Generative Oversampling for Imbalanced Data via Majority-Guided VAE
This addresses overfitting in imbalanced data for machine learning practitioners, but it is incremental as it builds on existing oversampling methods.
The paper tackled the problem of overfitting in imbalanced data learning by proposing a majority-guided VAE model that generates minority samples using majority-based priors, achieving competitive improvements in classification tasks on benchmark datasets.

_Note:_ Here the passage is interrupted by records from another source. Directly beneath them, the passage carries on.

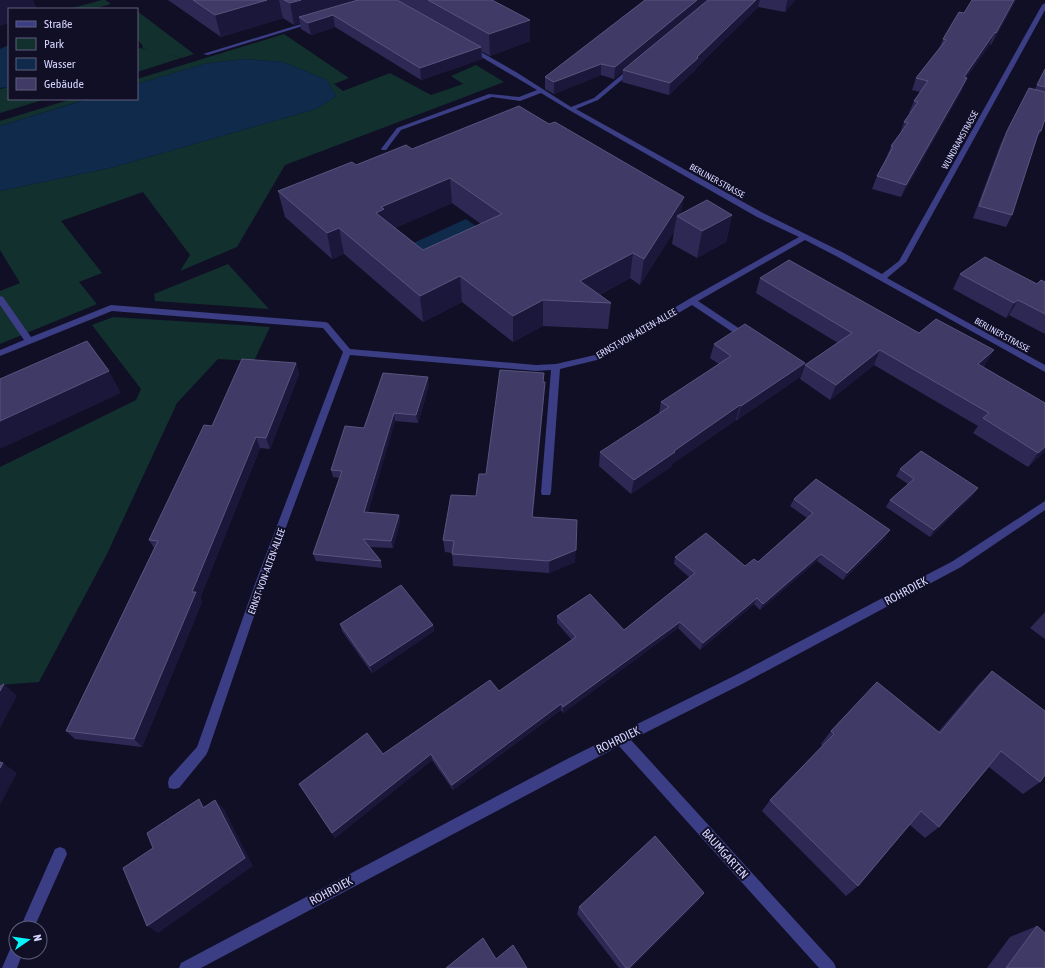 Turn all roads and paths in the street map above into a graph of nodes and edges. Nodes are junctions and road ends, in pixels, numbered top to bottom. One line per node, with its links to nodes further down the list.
1 (1045, 5): 10 (street, WUNDRAMSTRASSE)
2 (318, 21): 4 (street)
3 (466, 46): 6 (street, BERLINER STRASSE)
4 (206, 54)
5 (637, 64): 7 (street)
6 (542, 91): 7 (street, BERLINER STRASSE); 8 (street)
7 (571, 109): 9 (street, BERLINER STRASSE)
8 (384, 149)
9 (806, 238): 10 (street, BERLINER STRASSE); 12 (street, ERNST-VON-ALTEN-ALLEE)
10 (882, 278): 18 (street, BERLINER STRASSE)
11 (0, 299): 13 (street)
12 (692, 301): 14 (street); 17 (street, ERNST-VON-ALTEN-ALLEE)
13 (28, 341): 15 (street); 16 (street)
14 (756, 343)
15 (347, 352): 17 (street, ERNST-VON-ALTEN-ALLEE); 22 (street, ERNST-VON-ALTEN-ALLEE)
16 (0, 353)
17 (556, 367): 19 (street)
18 (1045, 369)
19 (546, 492)
20 (1045, 505): 21 (street, ROHRDIEK)
21 (621, 739): 25 (street, ROHRDIEK); 26 (street, BAUMGARTEN)
22 (174, 782)
23 (60, 854): 24 (street)
24 (31, 920)
25 (186, 968)
26 (829, 968) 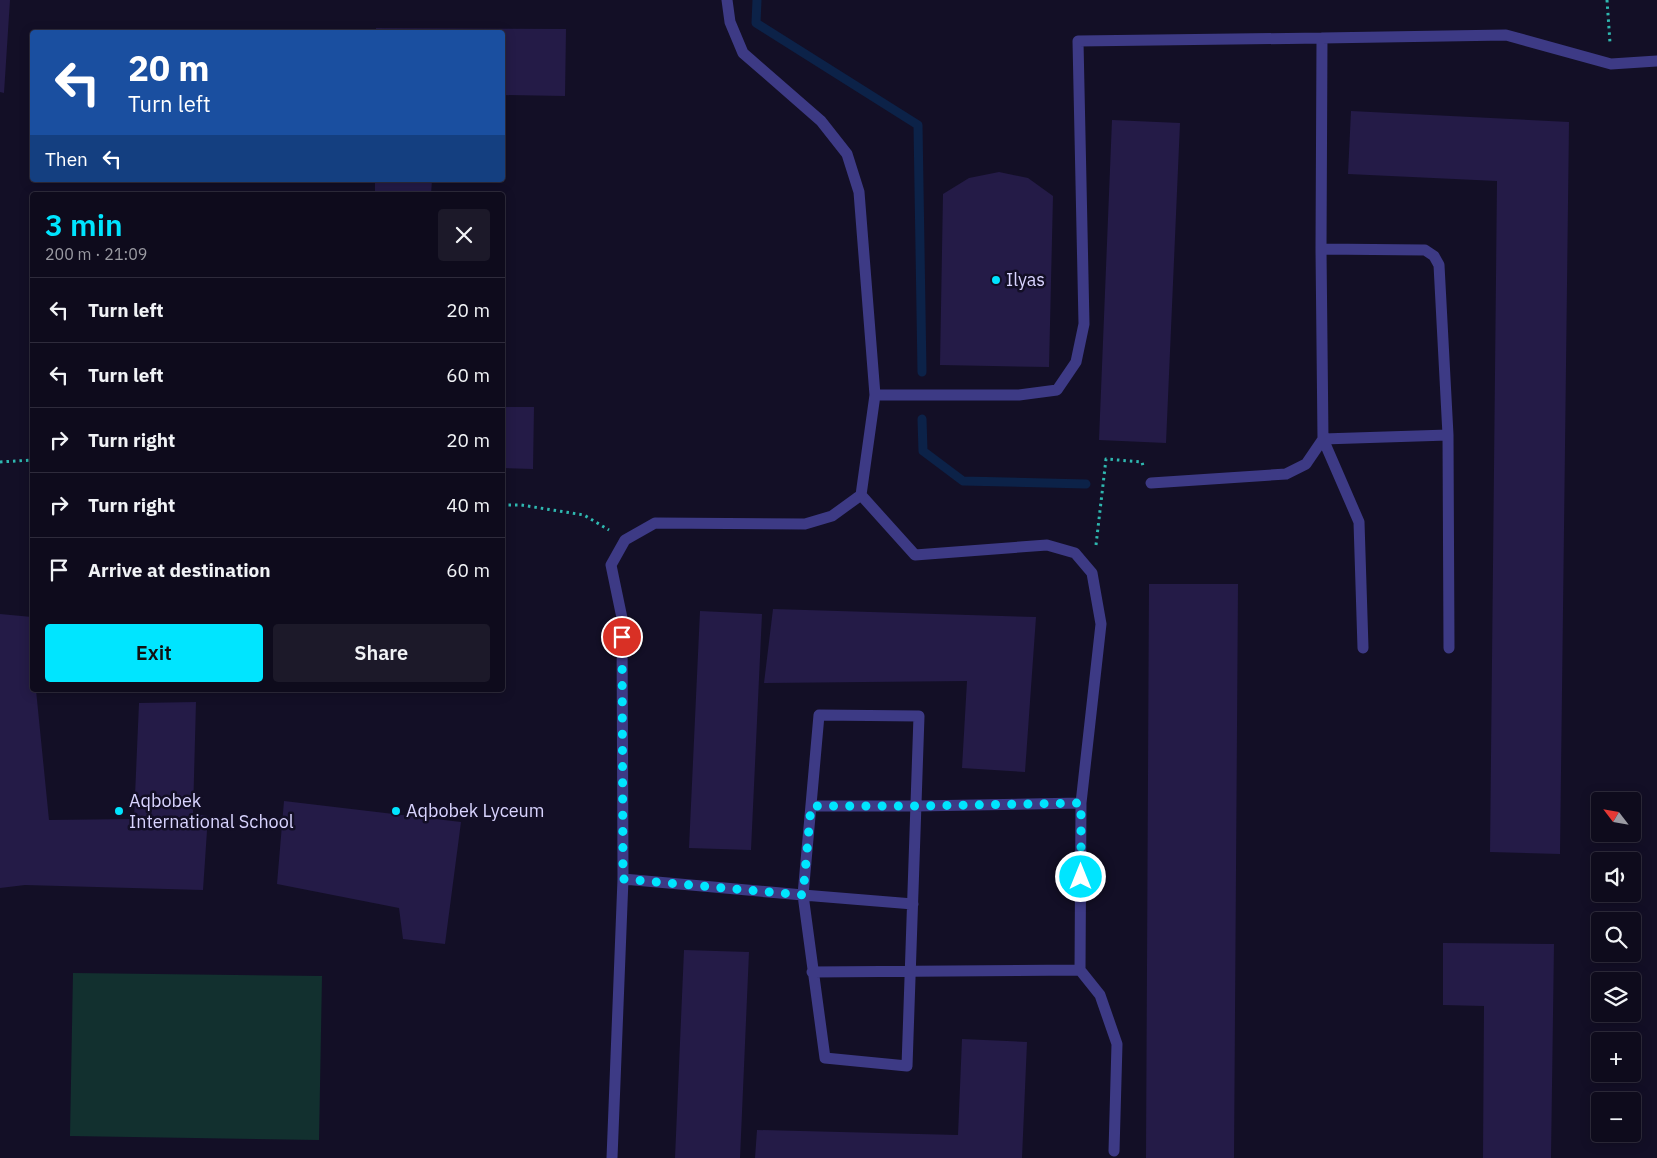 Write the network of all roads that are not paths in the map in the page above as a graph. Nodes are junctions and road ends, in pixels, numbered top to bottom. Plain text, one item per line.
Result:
1 (727, 0) edge
2 (1322, 38) junction
3 (1657, 61) edge
4 (1321, 249) junction
5 (875, 395) junction
6 (1448, 435) junction
7 (1323, 438) junction
8 (1151, 483) road end
9 (860, 495) junction
10 (1363, 648) dead end
11 (1449, 648) dead end
12 (1081, 803) junction
13 (811, 806) junction
14 (916, 806) junction
15 (623, 879) junction
16 (803, 895) junction
17 (913, 904) junction
18 (911, 970) junction
19 (1080, 970) junction
20 (812, 972) junction
21 (1114, 1151) dead end
22 (612, 1158) edge

1 - 5 lane
2 - 3 lane
2 - 4 lane
2 - 5 lane
4 - 6 lane
4 - 7 lane
5 - 9 lane
6 - 7 lane
6 - 11 lane
7 - 8 lane
7 - 10 lane
9 - 12 lane
9 - 15 lane
12 - 14 lane
12 - 19 lane
13 - 14 lane
13 - 14 lane
13 - 16 lane
14 - 17 lane
15 - 16 lane
15 - 22 lane
16 - 17 lane
16 - 20 lane
17 - 18 lane
18 - 19 lane
18 - 20 lane
18 - 20 lane
19 - 21 lane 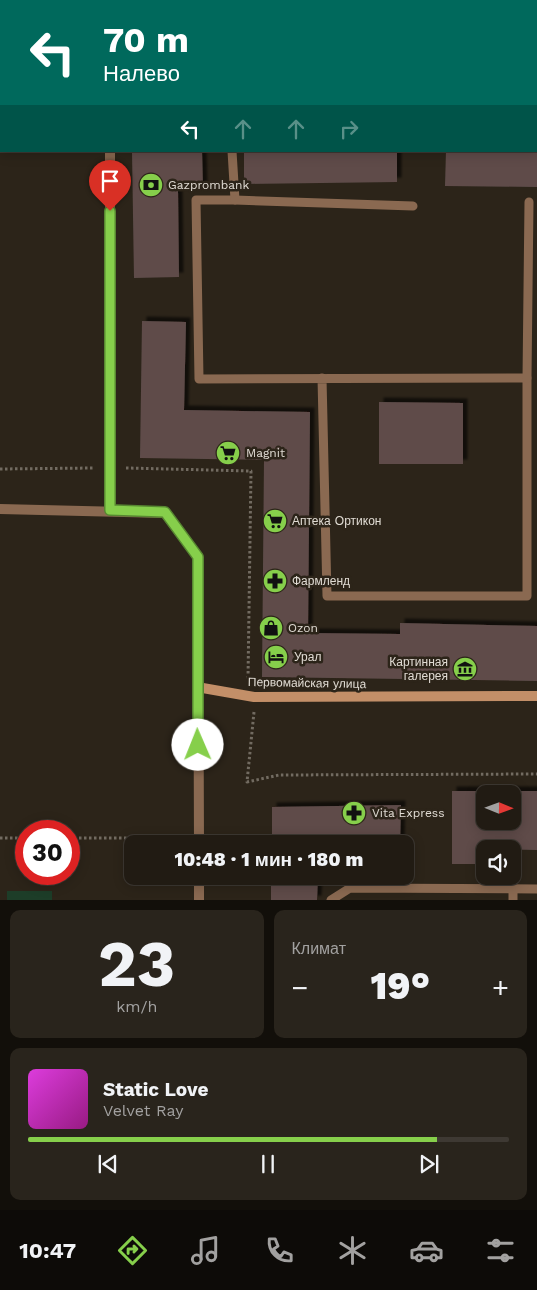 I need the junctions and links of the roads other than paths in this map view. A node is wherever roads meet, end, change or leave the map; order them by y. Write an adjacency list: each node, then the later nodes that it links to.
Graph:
1 (110, 152): 9 (street)
2 (232, 152): 3 (lane)
3 (235, 200): 5 (lane); 6 (lane)
4 (528, 202): 7 (lane)
5 (412, 206)
6 (322, 378): 7 (lane); 7 (lane)
7 (527, 378)
8 (0, 509): 9 (street)
9 (110, 510): 10 (street)
10 (197, 688): 11 (street, Первомайская улица); 12 (street)
11 (537, 696)
12 (199, 835)
13 (199, 885): 16 (street)
14 (513, 889): 15 (lane); 17 (lane); 18 (lane)
15 (537, 889)
16 (199, 900)
17 (332, 900)
18 (513, 900)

Learning with imbalanced data is a challenging problem in deep learning. Over-sampling is a widely used technique to re-balance the sampling distribution of training data. However, most existing over-sampling methods only use intra-class information of minority classes to augment the data but ignore the inter-class relationships with the majority ones, which is prone to overfitting, especially when the imbalance ratio is large. To address this issue, we propose a novel over-sampling model, called Majority-Guided VAE~(MGVAE), which generates new minority samples under the guidance of a majority-based prior. In this way, the newly generated minority samples can inherit the diversity and richness of the majority ones, thus mitigating overfitting in downstream tasks. Furthermore, to prevent model collapse under limited data, we first pre-train MGVAE on sufficient majority samples and then fine-tune based on minority samples with Elastic Weight Consolidation(EWC) regularization. Experimental results on benchmark image datasets and real-world tabular data show that MGVAE achieves competitive improvements over other over-sampling methods in downstream classification tasks, demonstrating the effectiveness of our method.